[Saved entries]

---

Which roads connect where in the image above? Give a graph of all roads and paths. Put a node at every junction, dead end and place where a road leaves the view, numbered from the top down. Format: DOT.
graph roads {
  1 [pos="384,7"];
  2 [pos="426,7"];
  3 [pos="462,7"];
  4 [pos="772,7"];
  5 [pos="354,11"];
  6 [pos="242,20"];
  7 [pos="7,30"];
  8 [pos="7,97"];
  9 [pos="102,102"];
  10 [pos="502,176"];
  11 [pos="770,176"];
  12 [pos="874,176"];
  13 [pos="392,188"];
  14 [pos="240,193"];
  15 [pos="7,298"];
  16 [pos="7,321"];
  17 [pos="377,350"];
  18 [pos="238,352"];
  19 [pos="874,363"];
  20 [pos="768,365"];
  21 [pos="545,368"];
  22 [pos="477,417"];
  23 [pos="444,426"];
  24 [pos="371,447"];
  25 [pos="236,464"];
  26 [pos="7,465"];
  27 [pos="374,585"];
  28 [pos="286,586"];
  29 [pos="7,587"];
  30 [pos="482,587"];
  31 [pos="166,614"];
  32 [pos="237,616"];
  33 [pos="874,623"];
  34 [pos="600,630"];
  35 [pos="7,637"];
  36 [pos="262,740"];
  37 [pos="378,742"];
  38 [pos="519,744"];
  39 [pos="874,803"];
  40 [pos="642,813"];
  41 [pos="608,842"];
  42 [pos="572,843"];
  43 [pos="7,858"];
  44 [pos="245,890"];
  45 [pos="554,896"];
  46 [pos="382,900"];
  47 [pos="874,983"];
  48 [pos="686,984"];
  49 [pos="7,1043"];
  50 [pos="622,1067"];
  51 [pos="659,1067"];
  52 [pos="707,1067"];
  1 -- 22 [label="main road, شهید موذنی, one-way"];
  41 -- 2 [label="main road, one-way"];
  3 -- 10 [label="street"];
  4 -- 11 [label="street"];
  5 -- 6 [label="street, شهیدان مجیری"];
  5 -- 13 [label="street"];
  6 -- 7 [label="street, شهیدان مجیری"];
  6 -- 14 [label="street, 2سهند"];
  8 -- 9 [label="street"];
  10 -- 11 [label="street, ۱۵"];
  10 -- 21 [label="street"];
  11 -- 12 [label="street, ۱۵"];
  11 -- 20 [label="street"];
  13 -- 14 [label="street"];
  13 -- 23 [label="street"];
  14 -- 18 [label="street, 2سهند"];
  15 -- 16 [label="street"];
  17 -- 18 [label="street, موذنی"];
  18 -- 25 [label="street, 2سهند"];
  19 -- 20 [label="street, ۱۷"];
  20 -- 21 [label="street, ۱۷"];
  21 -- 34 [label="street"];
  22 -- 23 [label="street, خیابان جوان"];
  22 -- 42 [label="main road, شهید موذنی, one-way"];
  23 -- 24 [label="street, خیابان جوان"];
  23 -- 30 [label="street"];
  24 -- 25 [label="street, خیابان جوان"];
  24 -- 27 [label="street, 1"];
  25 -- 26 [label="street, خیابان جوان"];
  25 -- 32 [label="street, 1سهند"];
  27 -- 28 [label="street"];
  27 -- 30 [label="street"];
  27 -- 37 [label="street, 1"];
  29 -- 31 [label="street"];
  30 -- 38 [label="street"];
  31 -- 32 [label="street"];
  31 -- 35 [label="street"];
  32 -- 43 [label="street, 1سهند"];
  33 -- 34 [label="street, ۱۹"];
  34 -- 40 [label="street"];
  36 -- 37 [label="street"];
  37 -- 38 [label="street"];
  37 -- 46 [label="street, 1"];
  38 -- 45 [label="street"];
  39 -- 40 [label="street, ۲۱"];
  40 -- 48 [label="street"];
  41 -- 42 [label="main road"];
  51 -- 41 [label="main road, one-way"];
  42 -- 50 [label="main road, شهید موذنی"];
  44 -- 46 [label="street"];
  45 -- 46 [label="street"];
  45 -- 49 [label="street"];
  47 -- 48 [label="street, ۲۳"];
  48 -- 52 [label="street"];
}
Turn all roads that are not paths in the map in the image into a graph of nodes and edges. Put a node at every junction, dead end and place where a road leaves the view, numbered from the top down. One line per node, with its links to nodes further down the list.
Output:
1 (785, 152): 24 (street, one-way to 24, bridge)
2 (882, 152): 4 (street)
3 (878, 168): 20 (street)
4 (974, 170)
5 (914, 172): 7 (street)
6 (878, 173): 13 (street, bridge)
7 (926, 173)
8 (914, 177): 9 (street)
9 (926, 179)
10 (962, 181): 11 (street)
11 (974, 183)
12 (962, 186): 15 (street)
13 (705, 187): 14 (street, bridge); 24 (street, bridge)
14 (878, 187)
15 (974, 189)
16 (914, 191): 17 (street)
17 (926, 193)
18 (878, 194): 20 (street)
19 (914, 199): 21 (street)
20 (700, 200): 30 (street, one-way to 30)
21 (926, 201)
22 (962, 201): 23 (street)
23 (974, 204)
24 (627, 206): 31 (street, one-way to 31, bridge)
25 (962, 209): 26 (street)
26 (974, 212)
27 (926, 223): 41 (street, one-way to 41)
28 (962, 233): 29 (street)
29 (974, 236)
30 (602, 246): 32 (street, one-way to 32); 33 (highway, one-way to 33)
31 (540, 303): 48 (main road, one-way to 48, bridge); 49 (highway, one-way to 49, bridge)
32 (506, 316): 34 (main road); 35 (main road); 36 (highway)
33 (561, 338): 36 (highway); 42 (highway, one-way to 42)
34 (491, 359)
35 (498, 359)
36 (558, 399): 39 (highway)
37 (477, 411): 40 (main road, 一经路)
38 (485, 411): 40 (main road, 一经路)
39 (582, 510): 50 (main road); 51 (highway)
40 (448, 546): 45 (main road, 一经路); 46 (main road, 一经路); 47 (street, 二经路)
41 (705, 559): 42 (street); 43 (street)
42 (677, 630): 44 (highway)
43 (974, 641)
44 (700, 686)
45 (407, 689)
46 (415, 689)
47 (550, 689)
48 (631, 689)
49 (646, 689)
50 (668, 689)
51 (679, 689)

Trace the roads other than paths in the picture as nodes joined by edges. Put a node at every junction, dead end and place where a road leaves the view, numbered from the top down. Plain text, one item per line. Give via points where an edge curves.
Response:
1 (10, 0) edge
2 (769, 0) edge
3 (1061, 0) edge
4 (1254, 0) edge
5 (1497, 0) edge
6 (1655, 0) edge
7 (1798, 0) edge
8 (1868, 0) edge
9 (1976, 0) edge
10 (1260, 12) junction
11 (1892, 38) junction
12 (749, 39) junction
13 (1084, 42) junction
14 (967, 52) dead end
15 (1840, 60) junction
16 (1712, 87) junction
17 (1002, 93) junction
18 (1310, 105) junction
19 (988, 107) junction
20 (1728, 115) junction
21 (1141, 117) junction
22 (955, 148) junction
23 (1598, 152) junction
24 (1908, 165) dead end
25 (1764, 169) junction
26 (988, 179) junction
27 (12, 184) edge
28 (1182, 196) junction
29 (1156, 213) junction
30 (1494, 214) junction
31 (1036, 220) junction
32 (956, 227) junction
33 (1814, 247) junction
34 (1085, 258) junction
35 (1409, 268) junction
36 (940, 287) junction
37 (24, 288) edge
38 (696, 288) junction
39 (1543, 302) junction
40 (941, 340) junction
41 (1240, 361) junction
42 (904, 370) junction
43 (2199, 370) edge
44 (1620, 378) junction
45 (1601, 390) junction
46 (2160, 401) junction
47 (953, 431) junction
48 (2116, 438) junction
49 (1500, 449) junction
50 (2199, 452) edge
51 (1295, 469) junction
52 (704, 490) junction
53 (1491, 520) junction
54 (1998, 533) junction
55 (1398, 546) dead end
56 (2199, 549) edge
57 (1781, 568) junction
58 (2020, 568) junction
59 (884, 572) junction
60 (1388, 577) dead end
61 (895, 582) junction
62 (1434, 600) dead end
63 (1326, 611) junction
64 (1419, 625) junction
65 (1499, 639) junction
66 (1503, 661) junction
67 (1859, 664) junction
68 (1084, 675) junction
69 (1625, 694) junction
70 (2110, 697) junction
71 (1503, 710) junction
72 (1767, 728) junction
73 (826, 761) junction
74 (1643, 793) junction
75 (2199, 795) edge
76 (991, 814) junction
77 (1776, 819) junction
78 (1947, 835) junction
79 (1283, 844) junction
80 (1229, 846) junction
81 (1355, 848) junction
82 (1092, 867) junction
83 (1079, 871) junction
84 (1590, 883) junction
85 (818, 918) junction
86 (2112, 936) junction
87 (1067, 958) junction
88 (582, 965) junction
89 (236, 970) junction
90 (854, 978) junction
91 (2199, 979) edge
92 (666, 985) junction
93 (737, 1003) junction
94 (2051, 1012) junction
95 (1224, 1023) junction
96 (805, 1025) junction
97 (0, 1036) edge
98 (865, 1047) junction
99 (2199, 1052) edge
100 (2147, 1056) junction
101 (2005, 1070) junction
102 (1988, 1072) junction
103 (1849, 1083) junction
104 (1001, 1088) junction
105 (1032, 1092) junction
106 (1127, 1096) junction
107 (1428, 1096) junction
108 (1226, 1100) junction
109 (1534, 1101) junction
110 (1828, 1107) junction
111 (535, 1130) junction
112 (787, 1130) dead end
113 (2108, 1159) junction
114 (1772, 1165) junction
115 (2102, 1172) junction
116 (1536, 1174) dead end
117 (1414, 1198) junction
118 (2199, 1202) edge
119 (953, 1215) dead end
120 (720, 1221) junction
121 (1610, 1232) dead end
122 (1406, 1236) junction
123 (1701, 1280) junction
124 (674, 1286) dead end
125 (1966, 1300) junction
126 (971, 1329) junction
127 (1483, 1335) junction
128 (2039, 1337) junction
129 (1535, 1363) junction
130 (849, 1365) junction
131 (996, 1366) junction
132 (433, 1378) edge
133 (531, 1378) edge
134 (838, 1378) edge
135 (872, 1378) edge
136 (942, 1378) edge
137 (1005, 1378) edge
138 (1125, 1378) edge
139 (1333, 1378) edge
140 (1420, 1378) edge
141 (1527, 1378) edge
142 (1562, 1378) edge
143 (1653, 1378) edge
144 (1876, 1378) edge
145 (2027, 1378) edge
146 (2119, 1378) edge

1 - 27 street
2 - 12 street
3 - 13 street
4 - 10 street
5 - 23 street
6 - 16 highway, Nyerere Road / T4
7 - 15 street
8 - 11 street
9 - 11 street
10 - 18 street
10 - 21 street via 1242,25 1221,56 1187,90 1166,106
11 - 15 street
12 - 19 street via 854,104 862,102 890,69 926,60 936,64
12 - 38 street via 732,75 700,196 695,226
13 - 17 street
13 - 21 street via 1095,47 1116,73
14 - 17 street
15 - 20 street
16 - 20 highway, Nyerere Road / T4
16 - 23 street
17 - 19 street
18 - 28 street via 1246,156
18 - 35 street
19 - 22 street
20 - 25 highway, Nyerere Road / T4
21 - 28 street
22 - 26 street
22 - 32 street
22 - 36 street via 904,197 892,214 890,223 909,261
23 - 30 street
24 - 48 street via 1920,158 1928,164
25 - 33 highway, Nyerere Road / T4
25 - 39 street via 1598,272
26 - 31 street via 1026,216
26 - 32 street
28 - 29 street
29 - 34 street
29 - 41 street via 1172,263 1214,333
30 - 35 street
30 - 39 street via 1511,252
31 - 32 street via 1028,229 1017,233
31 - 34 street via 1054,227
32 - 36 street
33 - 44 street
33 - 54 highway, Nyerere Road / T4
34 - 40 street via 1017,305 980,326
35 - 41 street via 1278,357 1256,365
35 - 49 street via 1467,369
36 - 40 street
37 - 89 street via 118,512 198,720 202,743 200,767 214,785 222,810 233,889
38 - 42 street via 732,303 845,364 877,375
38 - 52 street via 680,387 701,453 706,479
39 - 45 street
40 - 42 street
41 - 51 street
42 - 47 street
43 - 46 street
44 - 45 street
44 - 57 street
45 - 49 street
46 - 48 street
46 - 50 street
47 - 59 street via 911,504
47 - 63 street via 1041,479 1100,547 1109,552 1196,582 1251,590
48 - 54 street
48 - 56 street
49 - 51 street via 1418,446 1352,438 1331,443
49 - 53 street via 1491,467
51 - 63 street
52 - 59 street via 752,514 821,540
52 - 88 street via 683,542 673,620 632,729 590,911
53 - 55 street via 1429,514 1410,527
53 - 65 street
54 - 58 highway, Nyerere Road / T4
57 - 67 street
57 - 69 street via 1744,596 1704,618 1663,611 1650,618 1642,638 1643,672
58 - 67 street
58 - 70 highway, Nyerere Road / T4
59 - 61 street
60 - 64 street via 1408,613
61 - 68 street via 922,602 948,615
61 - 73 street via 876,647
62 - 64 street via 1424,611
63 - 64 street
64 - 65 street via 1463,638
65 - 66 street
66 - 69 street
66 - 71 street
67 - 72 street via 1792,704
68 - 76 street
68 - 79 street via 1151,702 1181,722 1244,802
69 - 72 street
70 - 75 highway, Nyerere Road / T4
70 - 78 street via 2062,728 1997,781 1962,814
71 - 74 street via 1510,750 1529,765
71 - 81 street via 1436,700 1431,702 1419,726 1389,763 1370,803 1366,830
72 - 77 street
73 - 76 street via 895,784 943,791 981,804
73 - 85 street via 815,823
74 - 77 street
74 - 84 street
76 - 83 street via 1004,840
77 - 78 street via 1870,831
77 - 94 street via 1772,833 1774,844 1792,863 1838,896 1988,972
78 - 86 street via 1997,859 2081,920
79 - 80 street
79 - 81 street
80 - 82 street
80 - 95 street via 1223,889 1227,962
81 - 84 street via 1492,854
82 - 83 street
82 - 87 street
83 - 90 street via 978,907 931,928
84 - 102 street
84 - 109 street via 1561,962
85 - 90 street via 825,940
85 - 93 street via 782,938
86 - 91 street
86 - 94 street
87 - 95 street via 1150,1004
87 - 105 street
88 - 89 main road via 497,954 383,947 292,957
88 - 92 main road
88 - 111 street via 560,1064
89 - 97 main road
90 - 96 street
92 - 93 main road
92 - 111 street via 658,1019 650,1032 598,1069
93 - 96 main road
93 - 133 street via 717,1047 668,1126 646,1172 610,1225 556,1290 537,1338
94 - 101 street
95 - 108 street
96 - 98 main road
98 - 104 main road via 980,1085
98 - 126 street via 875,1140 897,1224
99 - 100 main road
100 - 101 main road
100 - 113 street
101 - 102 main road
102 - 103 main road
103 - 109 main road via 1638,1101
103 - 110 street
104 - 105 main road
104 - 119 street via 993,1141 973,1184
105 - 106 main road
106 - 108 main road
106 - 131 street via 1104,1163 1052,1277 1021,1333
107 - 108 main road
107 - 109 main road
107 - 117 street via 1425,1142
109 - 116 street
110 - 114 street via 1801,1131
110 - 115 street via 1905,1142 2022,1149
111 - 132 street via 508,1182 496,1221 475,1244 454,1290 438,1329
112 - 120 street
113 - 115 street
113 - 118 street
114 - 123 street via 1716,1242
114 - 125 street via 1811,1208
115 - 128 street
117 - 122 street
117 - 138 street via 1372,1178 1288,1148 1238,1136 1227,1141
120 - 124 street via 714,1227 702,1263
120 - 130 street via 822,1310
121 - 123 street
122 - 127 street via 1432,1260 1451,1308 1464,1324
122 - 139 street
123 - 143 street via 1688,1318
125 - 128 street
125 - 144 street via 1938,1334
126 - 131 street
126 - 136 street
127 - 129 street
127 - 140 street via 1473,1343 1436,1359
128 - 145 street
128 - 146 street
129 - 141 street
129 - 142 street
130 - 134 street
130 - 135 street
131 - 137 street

---

Find the word "paths" in the data and copy out each line where it turns up.

Which roads connect where in the image above? Give a graph of all roads and paths. Put a node at every junction, dead end and place where a road leaves the view, numbered from the top down. Format: DOT.
Turn all roads that are not paths in the map in the image into a graph of nodes and edges. Put a node at every junction, dead end and place where a road leaves the view, numbered from the top down. One line per node, with its links to nodes further down the list.
Trace the roads other than paths in the picture as nodes joined by edges. Put a node at every junction, dead end and place where a road leaves the view, numbered from the top down. Plain text, one item per line. Give via points where an edge curves.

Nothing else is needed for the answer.